The Adventures of Hello Kitty and Friends (Hello Kitty 愛漫遊; ハローキティと仲間たちの冒険) is a 3D animated preschool television series featuring Hello Kitty and other characters from the Japanese company Sanrio. It was produced from February 2008 onwards by Sanrio Digital and Dream Cortex, and distributed by Sanrio Digital. It consists of 52 episodes and deals with themes of happiness, family and friendship.

==Overview==

These series focus on core values established more than 30 years ago by Sanrio such as: happiness, family values, friendship, and educational values.
- Unlike the previous animated series, which were short and cute episodes, this is an educational television series that targets both younger viewers and their parents.
- The animation works together with real actors in teaching children from age two to six about words, simple math, shapes, colors and foreign languages like Chinese & Japanese.
- The series offers an entertaining way for younger viewers to learn about social interaction and behavior while following the adventures of Hello Kitty.
- Hello Kitty establishes a new image, giving younger viewers more things to learn from, rather than just being sweet and cute.

==Characters==

===Main===
- Hello Kitty (voiced by Claudia S. Thompson) - A cheerful, warm-hearted female cat. Baking cookies is her forte. She has a crush on Dear Daniel and My Melody is her best friend.
- Dear Daniel (voiced by Maggie Blue O'Hara) - A smart, enterprising, bookish male cat the same age as Kitty. He loves learning new things and pursuing his hobby of photographing wildlife. He dresses very formal. He has a crush on Hello Kitty.
- My Melody (voiced by Andrea Kwan) - A young rabbit who is Kitty's best friend, loves baking cookies and sharing them with her friends. She is a rabbit who wears a red hood and she also wears a white flower near her right ear. Unlike her other appearances, her mouth is invisible.
- Pochacco (voiced by Candice Moore) - A friendly, slightly goofy dog who loves to play soccer (especially goalkeeper), sleeping and solve mysteries in his spare time.
- Badtz-Maru (also voiced by Andrea Kwan) - A penguin with a good and bad attitude.

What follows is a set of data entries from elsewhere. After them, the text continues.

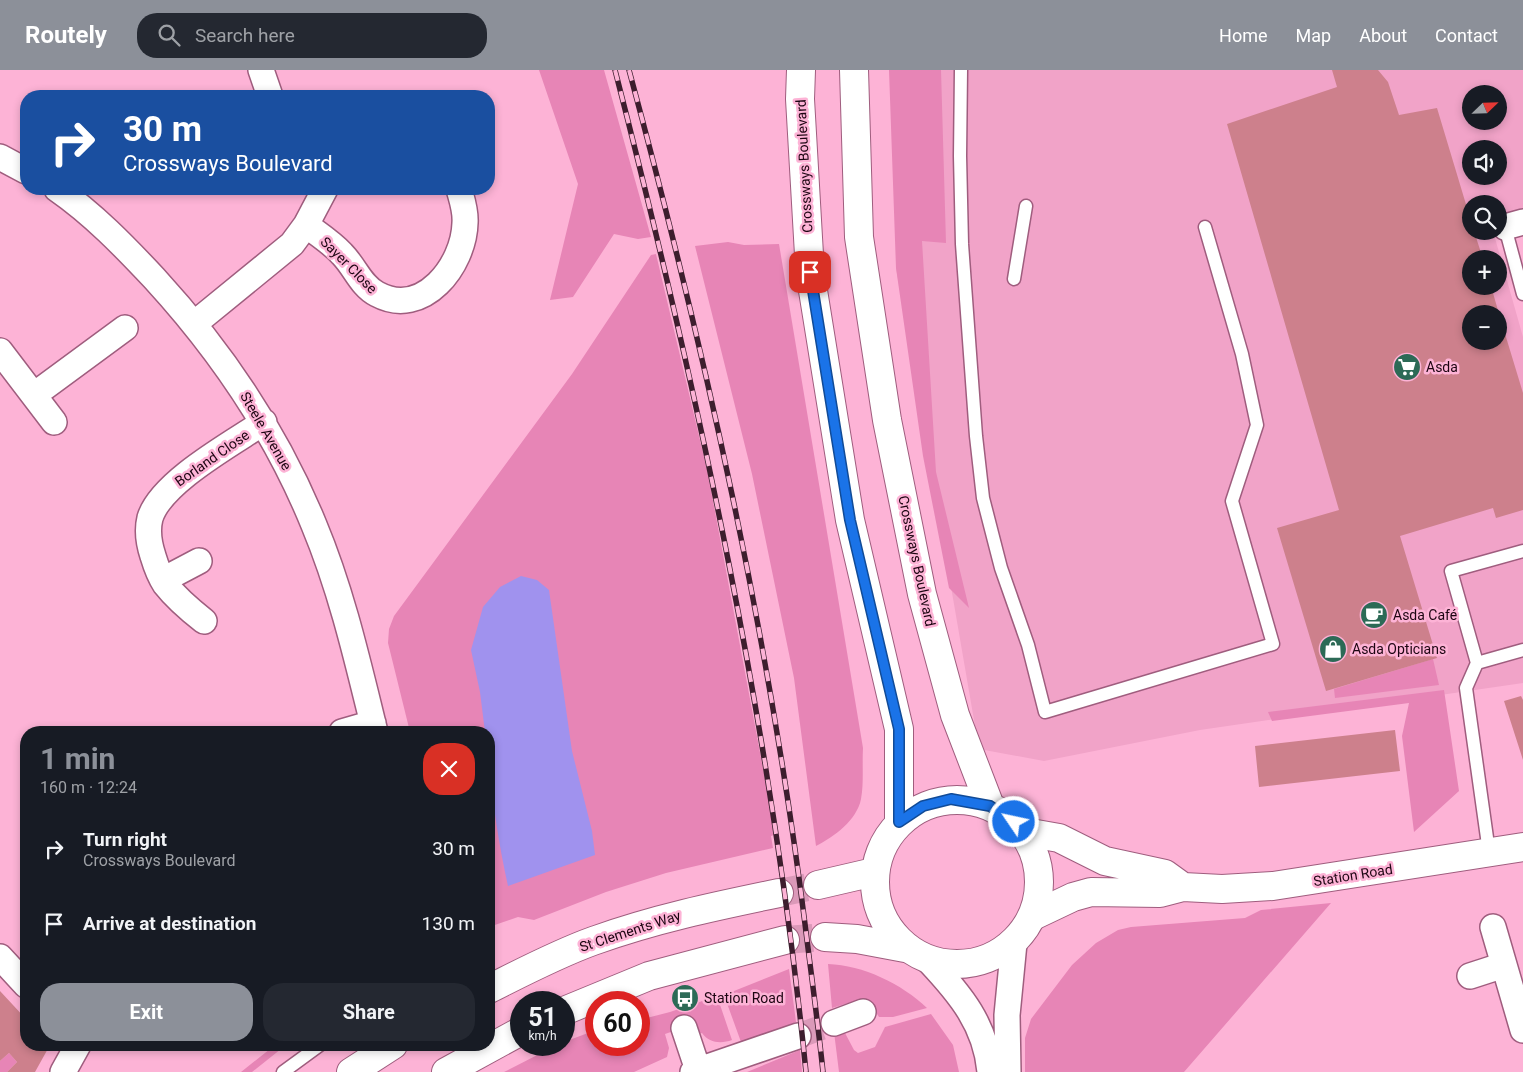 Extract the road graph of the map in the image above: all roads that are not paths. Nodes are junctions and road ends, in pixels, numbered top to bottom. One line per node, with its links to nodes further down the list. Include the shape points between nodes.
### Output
1 (261, 70): 5 (street)
2 (801, 70): 31 (main road, Crossways Boulevard, via 810,272 850,520 899,729)
3 (854, 70): 30 (main road, Crossways Boulevard, via 859,237 887,420 922,594 955,715)
4 (961, 70): 14 (lane, via 962,244 983,498 1001,568 1028,645 1044,712 1273,644 1232,500 1257,425 1242,354)
5 (268, 90)
6 (0, 157): 7 (street)
7 (20, 168)
8 (64, 195): 17 (street, Steele Avenue, via 110,232)
9 (322, 195): 12 (street)
10 (461, 195): 12 (street, Sayer Close, via 465,224 458,251 435,287 412,299 392,300 375,294 342,254)
11 (1026, 206): 15 (lane)
12 (306, 225): 17 (street, via 292,244)
13 (1514, 225): 16 (lane)
14 (1205, 227)
15 (1014, 279)
16 (1523, 294)
17 (194, 324): 22 (street, Steele Avenue)
18 (125, 328): 20 (street)
19 (0, 351): 20 (street)
20 (34, 395): 21 (street)
21 (54, 422)
22 (264, 422): 25 (street, Borland Close, via 182,479 155,507 150,517 149,537); 29 (street, Steele Avenue, via 307,507 330,566)
23 (1523, 551): 28 (lane, via 1451,570)
24 (199, 562): 25 (street)
25 (163, 580): 26 (street, Borland Close, via 179,600)
26 (204, 621)
27 (1523, 650): 28 (lane)
28 (1477, 663): 34 (lane, via 1466,688)
29 (373, 726)
30 (990, 806): 31 (main road, via 951,799 923,806); 32 (main road)
31 (899, 822): 35 (main road, via 882,844)
32 (1026, 832): 37 (main road, via 1059,838 1105,861 1165,874); 39 (main road, via 1040,877)
33 (1523, 847): 34 (main road, Station Road)
34 (1489, 852): 37 (main road, Station Road, via 1288,884 1243,888)
35 (874, 872): 36 (main road); 44 (main road, via 876,901)
36 (818, 885)
37 (1183, 887): 39 (main road, Station Road, via 1160,893 1091,892)
38 (779, 893): 50 (main road, St Clements Way, via 632,928)
39 (1033, 916): 43 (main road)
40 (1493, 927): 47 (street)
41 (825, 937): 44 (main road)
42 (785, 940): 51 (main road, via 658,973)
43 (1014, 943): 46 (main road, via 996,956 969,965); 69 (street, via 1006,1015)
44 (905, 948): 46 (main road)
45 (0, 957): 49 (street)
46 (928, 961): 68 (street, via 974,1015 984,1041)
47 (1504, 965): 48 (street); 55 (street)
48 (1470, 976)
49 (20, 979)
50 (495, 980)
51 (575, 1007)
52 (863, 1012): 53 (street)
53 (834, 1023)
54 (684, 1028): 63 (street)
55 (1523, 1030)
56 (798, 1036): 63 (street)
57 (510, 1037): 58 (main road)
58 (495, 1045)
59 (75, 1051): 64 (street)
60 (312, 1051): 65 (lane)
61 (384, 1051): 66 (main road)
62 (484, 1051): 67 (main road)
63 (696, 1071)
64 (63, 1072)
65 (282, 1072)
66 (351, 1072)
67 (446, 1072)
68 (990, 1072)
69 (1008, 1072)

Always looking for an angle, he is a precocious youngster with dreams of grandeur. His selfish ways get him in hot water from time to time, but his good heart always steers him in the right direction. Sometimes there is rivalry between him and Daniel.
- Keroppi (voiced by Sarah Hauser) - A fun-loving little frog with a penchant for inventing things. He likes driving his car and playing with new toys.

===Others===
- Mr. White (voiced by Russell Wait) - The teacher of Sanrio Town school in which Hello Kitty and her friends study. His physical appearance resembles Anthony White, the grandfather of Kitty.
- Little Twin Stars (Kiki and Lala) - The twin who live on a cloud in the sky. They possess magical powers with which they teach lessons and come to the rescue of Kitty and her friends.
- Cinnamoroll - A sweet, shy dog who runs Cinnamoroll Cafe on wheels around Sanrio Town. His ability to fly using his big floppy ears comes in handy.
- Chococat - A black cat with a red scarf. He doesn't talk, but he appears sometimes in the series.
- Pompompurin - A golden retriever dog who doesn't have a speaking role throughout the series.
- Kitty's Mother - A white adult cat who always stays at home, she only appears in "Happy Earth Day".
- Wookami - The main antagonist of the series and a purple wolf who loves to cause mischief.

==Episode list==

The first episode of "The Adventures of Hello Kitty & Friends" was aired in 2008. The first episode is called "A Colorful World." In this episode, it premieres Hello Kitty and her friends experiencing a new color in the world and learning about it.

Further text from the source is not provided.